Had the same problem myself and found this question and the answers here really useful.
But the answers here use the old WebRequest-class which is a bit outdated, it has no async support for starters. So I wanted to use the more modern way of doing it with HttpClient. Here is an example with a little helper class to check if the file exist:
using System.Net.Http;
using System.Threading.Tasks;
class HttpClientHelper
{
private static HttpClient _httpClient;
public static async Task<bool> DoesFileExist(string url)
{
if (_httpClient == null)
{
_httpClient = new HttpClient();
}
using (HttpRequestMessage request = new HttpRequestMessage(HttpMethod.Head, url))
{
using (HttpResponseMessage response = await _httpClient.SendAsync(request))
{
return response.StatusCode == System.Net.HttpStatusCode.OK;
}
}
}
}
Usage:
if (await HttpClientHelper.DoesFileExist("https://www.google.com/favicon.ico"))
{
// Yes it does!
}
else
{
// No it doesn't!
}
Send a HEAD request for the URL (instead of a GET). The server will return a 404 if it doesn't exist.

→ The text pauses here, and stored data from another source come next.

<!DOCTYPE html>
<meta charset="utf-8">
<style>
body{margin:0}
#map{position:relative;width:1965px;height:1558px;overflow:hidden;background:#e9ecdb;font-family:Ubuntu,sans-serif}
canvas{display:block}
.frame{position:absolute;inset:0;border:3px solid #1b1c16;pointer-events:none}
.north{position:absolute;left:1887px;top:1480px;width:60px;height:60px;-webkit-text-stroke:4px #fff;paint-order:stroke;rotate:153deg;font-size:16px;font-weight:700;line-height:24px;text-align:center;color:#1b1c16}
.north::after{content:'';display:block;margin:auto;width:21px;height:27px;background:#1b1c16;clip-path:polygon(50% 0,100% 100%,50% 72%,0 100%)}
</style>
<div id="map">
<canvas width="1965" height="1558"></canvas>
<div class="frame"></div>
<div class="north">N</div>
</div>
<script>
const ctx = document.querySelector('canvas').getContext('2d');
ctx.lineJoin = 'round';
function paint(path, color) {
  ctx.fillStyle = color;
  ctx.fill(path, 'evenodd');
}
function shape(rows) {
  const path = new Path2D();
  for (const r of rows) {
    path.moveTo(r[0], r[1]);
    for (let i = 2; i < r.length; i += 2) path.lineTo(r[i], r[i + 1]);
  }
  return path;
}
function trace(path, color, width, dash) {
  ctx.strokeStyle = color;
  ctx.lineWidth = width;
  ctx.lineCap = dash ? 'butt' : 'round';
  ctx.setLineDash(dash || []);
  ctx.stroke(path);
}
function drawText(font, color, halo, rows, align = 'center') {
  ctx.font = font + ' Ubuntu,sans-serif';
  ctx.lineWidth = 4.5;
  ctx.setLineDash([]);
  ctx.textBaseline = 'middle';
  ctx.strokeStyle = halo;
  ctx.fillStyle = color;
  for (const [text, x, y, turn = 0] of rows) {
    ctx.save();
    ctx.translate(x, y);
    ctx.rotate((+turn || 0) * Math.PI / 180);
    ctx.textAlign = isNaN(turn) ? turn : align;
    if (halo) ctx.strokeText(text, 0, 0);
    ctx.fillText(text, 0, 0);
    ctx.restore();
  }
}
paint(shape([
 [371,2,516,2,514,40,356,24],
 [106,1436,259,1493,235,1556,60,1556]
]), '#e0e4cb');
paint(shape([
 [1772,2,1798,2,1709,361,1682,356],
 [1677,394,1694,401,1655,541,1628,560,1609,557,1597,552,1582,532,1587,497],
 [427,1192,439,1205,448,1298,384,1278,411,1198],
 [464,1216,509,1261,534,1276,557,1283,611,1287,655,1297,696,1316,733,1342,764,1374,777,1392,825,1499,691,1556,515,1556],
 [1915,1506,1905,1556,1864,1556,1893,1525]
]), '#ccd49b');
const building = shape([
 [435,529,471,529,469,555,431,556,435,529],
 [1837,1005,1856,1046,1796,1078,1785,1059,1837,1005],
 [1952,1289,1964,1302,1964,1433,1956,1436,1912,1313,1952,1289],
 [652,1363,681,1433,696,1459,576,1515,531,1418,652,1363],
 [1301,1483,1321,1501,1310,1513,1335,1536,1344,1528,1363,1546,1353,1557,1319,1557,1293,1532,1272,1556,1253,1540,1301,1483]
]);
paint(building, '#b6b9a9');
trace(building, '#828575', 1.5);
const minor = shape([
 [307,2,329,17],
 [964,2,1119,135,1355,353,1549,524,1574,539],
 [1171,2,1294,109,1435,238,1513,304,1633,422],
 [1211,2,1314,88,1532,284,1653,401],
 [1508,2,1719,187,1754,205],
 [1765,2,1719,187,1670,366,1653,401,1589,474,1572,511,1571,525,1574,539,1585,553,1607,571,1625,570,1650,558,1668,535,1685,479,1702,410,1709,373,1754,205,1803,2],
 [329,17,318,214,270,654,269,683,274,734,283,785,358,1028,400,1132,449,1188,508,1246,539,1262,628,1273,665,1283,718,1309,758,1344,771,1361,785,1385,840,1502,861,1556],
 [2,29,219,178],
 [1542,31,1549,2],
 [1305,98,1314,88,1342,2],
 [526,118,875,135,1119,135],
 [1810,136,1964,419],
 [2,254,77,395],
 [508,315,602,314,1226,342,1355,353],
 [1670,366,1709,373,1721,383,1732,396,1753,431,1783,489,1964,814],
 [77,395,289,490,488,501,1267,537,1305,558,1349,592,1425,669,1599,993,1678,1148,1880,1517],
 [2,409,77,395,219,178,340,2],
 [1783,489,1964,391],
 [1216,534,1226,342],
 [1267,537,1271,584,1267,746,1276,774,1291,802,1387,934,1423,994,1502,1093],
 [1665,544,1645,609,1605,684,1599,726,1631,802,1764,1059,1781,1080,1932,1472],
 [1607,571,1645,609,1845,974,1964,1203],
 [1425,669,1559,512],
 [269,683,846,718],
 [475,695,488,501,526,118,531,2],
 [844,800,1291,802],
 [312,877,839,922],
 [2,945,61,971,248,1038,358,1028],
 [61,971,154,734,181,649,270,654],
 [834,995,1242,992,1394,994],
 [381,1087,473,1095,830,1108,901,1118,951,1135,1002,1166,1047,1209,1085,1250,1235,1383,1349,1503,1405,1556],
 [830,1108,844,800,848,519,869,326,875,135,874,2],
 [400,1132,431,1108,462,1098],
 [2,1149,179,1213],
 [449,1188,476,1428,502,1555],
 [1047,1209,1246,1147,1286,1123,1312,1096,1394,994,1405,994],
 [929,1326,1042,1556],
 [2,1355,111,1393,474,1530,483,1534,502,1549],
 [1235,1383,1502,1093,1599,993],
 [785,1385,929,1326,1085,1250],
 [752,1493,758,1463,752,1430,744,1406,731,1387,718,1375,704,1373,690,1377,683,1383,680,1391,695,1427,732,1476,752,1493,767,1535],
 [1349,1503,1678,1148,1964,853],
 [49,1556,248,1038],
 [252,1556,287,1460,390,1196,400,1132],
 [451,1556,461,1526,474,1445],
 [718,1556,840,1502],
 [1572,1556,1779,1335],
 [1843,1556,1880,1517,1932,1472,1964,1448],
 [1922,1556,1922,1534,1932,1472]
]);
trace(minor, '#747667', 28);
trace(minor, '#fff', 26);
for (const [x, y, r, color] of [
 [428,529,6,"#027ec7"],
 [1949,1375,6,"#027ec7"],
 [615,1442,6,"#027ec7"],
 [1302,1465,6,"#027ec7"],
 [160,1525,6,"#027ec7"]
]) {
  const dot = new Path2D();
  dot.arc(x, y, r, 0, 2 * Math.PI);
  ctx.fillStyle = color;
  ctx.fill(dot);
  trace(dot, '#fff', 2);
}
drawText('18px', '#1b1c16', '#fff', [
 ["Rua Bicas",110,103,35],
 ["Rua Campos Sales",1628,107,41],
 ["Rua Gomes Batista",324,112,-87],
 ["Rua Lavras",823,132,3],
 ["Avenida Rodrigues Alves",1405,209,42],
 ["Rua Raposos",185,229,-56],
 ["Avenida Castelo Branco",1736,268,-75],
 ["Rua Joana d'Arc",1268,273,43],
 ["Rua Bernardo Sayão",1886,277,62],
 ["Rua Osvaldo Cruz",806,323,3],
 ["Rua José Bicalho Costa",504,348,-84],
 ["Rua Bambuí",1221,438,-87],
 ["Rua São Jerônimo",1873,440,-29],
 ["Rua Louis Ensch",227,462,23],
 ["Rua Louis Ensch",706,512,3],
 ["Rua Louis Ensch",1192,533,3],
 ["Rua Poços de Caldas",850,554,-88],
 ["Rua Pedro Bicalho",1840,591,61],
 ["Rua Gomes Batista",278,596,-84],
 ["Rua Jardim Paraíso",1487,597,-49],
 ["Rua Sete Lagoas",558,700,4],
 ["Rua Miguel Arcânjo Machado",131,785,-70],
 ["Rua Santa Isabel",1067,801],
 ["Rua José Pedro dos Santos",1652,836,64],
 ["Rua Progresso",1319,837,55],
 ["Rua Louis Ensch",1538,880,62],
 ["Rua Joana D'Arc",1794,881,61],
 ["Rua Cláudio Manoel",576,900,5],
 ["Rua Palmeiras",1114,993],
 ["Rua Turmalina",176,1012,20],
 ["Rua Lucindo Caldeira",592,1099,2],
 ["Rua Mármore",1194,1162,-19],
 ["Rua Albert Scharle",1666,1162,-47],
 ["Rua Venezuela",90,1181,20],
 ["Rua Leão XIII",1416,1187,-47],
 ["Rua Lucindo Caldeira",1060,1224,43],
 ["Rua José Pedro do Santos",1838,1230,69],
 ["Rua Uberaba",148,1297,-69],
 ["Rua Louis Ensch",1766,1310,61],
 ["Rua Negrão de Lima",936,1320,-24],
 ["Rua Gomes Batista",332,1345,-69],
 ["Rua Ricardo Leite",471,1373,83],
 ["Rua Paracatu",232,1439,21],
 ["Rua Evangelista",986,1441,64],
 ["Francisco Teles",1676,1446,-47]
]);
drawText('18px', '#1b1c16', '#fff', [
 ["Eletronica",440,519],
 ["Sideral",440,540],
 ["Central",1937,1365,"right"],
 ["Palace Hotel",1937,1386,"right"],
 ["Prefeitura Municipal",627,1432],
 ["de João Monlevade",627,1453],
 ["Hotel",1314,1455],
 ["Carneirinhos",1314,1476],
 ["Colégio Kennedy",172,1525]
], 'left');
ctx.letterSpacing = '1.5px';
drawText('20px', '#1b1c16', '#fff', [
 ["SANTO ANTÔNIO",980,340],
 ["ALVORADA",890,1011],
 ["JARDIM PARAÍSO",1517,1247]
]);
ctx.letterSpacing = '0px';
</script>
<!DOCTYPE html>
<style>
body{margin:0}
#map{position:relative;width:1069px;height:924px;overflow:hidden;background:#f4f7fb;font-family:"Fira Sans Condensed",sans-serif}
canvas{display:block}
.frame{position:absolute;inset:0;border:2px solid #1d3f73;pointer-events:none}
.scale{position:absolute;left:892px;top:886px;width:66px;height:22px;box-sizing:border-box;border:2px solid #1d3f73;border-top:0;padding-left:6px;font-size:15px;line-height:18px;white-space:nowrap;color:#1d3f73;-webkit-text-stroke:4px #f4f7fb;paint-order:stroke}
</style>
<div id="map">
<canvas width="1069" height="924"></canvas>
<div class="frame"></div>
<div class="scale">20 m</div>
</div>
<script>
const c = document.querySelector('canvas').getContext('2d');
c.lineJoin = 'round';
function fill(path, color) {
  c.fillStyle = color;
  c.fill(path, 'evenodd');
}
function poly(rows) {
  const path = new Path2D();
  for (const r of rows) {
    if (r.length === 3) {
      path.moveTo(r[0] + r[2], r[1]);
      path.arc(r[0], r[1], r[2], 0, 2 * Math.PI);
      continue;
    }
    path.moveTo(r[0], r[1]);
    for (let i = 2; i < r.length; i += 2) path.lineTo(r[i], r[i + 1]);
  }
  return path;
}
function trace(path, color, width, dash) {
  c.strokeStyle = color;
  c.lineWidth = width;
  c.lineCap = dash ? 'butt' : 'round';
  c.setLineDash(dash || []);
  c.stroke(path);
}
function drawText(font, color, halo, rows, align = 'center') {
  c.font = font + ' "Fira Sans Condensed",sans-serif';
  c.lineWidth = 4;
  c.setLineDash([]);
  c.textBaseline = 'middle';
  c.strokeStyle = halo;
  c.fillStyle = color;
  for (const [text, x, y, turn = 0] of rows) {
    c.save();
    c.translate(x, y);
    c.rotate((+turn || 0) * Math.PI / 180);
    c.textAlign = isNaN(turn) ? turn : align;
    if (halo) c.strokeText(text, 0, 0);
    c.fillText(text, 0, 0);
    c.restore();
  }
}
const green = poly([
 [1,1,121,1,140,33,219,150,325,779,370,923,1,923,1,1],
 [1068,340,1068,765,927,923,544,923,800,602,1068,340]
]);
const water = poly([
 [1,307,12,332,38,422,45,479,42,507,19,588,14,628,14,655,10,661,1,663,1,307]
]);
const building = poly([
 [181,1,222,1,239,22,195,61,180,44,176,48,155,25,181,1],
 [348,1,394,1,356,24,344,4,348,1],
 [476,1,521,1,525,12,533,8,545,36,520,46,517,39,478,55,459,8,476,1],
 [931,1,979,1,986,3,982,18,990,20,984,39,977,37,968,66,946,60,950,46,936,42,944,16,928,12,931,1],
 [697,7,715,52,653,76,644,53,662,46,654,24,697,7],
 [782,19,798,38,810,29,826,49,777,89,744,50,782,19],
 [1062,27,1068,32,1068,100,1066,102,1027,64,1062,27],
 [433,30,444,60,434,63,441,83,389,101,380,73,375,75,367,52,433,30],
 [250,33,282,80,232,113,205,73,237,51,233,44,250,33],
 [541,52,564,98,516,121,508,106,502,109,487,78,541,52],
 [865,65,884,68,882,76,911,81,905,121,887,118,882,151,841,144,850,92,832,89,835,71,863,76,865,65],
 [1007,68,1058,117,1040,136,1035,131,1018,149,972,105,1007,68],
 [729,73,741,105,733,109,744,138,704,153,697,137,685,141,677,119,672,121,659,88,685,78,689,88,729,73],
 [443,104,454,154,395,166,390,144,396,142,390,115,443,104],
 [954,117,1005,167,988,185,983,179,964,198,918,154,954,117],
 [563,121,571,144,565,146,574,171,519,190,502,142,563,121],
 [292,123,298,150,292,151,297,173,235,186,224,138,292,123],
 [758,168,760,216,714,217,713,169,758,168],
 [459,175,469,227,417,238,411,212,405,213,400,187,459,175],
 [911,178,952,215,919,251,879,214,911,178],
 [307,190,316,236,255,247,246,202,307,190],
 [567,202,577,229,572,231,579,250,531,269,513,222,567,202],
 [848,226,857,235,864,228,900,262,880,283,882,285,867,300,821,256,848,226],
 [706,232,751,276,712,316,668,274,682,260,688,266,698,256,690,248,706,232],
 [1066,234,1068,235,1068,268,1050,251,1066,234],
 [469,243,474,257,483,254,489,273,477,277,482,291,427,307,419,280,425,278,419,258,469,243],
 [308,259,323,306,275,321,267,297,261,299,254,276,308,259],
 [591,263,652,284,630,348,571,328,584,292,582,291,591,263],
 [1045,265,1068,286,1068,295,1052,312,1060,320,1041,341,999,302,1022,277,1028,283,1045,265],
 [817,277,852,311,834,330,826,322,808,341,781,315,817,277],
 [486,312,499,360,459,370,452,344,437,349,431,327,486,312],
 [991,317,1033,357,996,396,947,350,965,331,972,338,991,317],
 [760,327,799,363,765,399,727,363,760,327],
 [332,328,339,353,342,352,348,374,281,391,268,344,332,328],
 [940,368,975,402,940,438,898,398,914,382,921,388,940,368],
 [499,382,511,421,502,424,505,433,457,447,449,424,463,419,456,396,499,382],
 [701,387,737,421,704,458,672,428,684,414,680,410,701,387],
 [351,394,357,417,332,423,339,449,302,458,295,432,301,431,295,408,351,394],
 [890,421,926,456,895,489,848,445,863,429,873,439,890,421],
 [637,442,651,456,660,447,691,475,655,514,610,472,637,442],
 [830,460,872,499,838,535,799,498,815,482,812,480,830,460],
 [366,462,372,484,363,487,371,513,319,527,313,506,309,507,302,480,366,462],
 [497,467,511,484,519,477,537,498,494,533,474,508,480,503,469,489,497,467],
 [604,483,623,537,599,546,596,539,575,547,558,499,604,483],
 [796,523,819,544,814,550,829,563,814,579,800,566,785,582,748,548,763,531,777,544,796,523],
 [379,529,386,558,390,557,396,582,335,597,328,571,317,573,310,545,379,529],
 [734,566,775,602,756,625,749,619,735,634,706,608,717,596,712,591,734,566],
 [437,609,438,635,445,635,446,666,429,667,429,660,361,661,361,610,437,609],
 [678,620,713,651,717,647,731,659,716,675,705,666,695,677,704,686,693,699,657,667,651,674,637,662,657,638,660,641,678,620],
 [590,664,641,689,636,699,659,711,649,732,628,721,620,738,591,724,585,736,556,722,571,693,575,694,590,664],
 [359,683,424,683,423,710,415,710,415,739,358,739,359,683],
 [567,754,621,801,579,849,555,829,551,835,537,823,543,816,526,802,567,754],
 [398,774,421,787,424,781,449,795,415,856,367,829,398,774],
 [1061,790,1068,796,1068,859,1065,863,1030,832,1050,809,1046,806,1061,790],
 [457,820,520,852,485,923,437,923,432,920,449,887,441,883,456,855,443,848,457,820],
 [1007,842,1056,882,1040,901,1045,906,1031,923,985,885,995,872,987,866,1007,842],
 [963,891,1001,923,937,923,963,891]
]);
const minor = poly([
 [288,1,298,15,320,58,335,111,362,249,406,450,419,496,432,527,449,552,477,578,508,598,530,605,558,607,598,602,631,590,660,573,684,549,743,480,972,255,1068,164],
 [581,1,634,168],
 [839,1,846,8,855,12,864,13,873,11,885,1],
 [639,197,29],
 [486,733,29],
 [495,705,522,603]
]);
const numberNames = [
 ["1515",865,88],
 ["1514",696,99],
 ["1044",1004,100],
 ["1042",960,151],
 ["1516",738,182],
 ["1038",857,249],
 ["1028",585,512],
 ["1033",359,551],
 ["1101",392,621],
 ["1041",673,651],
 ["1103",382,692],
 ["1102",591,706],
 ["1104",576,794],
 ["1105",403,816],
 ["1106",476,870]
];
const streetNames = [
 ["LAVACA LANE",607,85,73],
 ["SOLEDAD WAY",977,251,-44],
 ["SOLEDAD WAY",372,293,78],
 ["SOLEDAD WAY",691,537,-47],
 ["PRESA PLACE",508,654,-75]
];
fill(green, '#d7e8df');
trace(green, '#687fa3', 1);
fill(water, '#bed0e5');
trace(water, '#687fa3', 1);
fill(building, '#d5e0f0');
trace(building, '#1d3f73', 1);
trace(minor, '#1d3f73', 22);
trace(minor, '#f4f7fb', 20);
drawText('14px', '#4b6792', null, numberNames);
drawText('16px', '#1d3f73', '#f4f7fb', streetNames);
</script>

Take a look at the HttpWebResponse class. You could do something like this:
string url = "http://example.com/help/" + LANG_ID + HELP_CONTEXT;
WebRequest request=WebRequest.Create(URL);
HttpWebResponse response = (HttpWebResponse)request.GetResponse();
if (response.StatusDescription=="OK")
{
// worked
}
If you want to check the status of a document on the server:
function fetchStatus(address) {
var client = new XMLHttpRequest();
client.onreadystatechange = function() {
// in case of network errors this might not give reliable results
if(this.readyState == 4)
returnStatus(this.status);
}
client.open("HEAD", address);
client.send();
}
Thank you.
EDIT: Apparently a good method to do this would be a HEAD request.
You could also create a server-side application that stores the name of every available web page on the server. Your client application could then query this application and respond a little bit quicker than a full page request, and without throwing a 404 error every time the file doesn't exist.